#### [What is needed]
Only one stretch of the data is wanted: the line containing "thumb tip: (858, 576)", the line containing "pinky tip: (955, 508)", and every line between them, copied exactly.

Excerpted data START

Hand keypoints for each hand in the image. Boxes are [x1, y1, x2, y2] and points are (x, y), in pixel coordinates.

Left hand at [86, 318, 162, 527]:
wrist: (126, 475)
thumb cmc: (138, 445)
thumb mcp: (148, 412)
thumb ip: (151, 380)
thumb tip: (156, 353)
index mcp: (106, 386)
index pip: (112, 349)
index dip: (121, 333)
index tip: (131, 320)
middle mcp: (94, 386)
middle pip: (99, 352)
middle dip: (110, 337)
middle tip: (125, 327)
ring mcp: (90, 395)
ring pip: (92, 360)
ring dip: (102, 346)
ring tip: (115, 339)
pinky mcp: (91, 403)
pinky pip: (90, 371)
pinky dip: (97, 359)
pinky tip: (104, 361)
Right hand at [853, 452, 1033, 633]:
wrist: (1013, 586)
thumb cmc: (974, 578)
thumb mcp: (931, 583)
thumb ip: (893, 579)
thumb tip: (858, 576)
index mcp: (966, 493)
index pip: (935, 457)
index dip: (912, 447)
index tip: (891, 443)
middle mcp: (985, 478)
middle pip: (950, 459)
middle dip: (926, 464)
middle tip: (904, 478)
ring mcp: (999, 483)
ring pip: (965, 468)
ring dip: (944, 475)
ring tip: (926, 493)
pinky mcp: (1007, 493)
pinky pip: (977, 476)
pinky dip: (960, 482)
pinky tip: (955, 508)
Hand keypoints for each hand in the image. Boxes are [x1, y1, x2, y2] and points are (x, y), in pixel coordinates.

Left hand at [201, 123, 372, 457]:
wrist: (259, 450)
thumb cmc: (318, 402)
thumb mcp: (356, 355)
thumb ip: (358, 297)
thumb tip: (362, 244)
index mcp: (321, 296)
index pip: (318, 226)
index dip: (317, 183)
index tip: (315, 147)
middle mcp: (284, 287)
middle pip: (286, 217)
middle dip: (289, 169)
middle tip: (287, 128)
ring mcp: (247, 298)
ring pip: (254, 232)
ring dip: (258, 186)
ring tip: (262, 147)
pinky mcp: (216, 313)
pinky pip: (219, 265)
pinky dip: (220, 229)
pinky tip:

Excerpted data END

#### [Reply]
thumb tip: (858, 576)
index mcp: (966, 493)
index pip: (935, 457)
index dip: (912, 447)
index tip: (891, 443)
middle mcp: (985, 478)
middle pip: (950, 459)
middle dip: (926, 464)
middle tip: (904, 478)
ring mcp: (999, 483)
ring pip: (965, 468)
ring dip: (944, 475)
ring tip: (926, 493)
pinky mcp: (1007, 493)
pinky pip: (977, 476)
pinky dip: (960, 482)
pinky tip: (955, 508)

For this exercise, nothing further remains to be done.